Prompt >> Go over the material below and report every line that contains the word "picture".

Dataset records >>
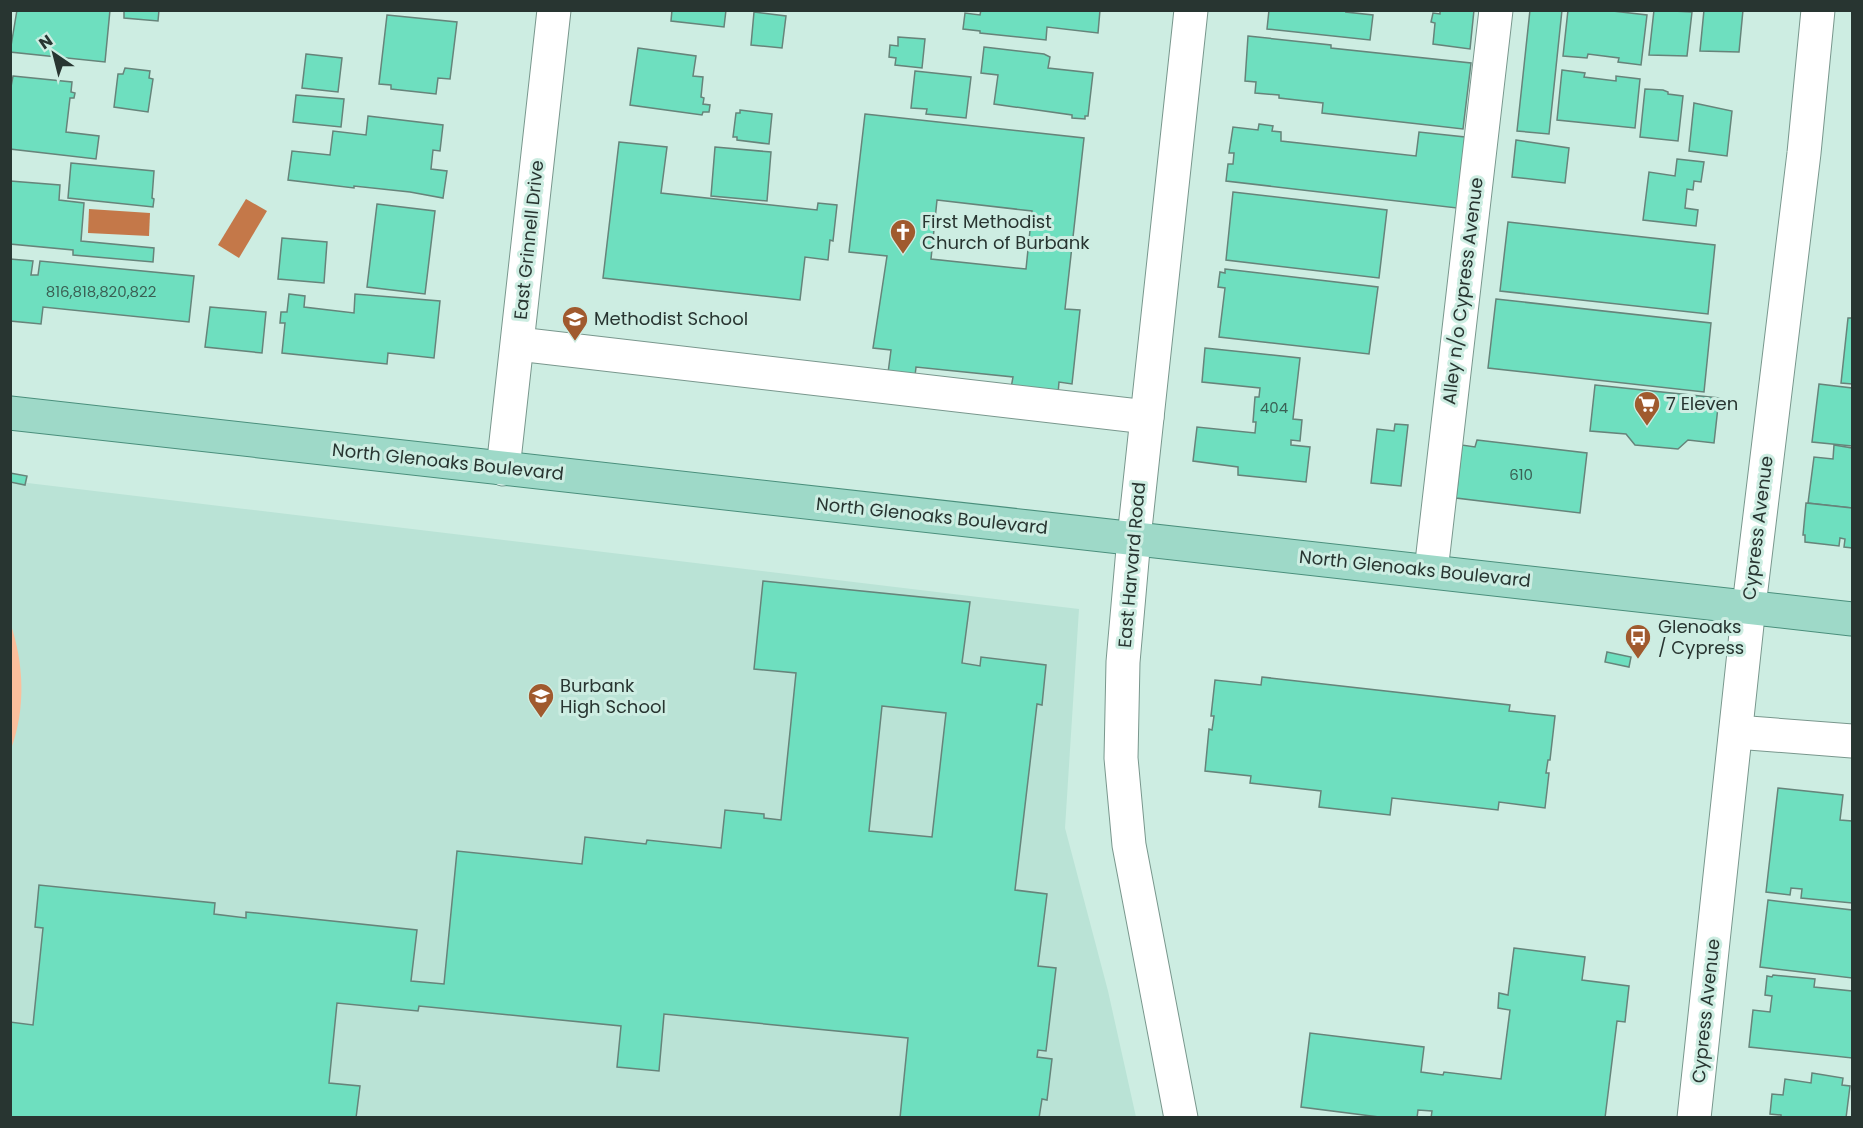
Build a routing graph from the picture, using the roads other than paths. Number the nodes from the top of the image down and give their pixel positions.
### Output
--
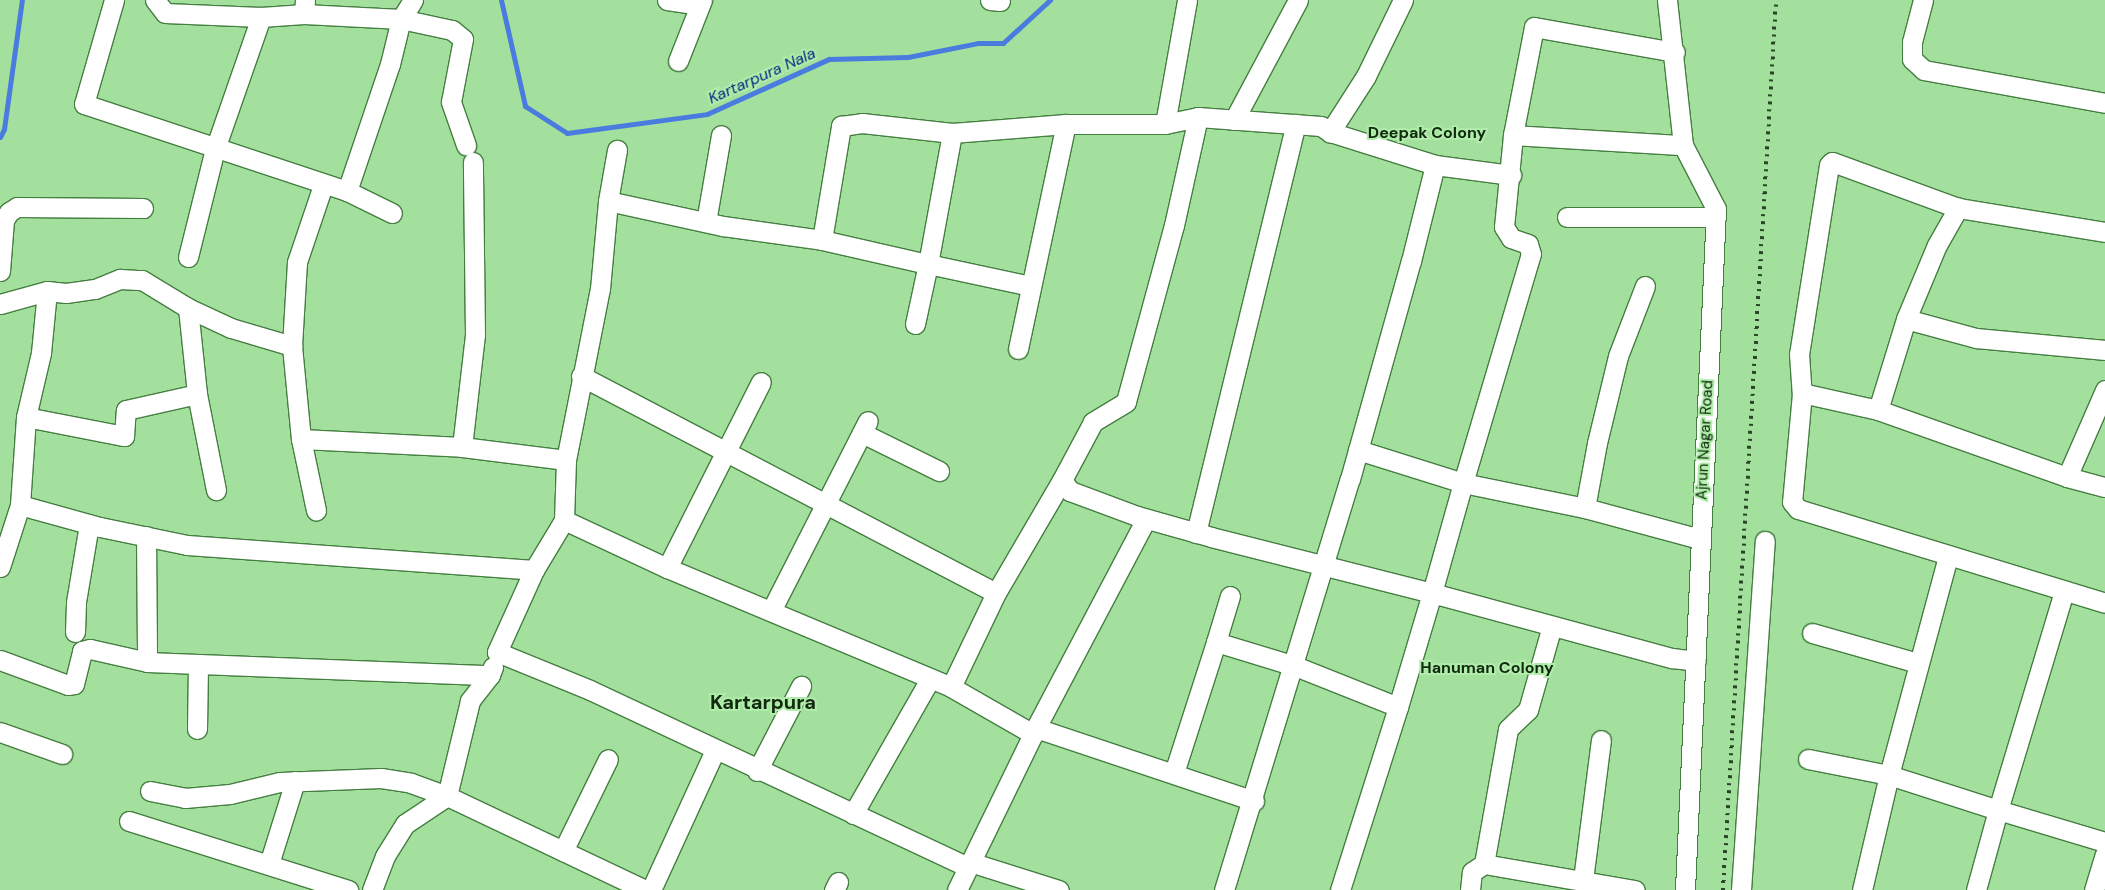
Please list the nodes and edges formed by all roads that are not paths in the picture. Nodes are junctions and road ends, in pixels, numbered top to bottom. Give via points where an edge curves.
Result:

Result >>
Build a routing graph from the picture, using the roads other than paths. Number the nodes from the top of the image down and give their pixel positions.
Please list the nodes and edges formed by all roads that are not paths in the picture. Nodes are junctions and road ends, in pixels, numbered top to bottom. Give via points where an edge curves.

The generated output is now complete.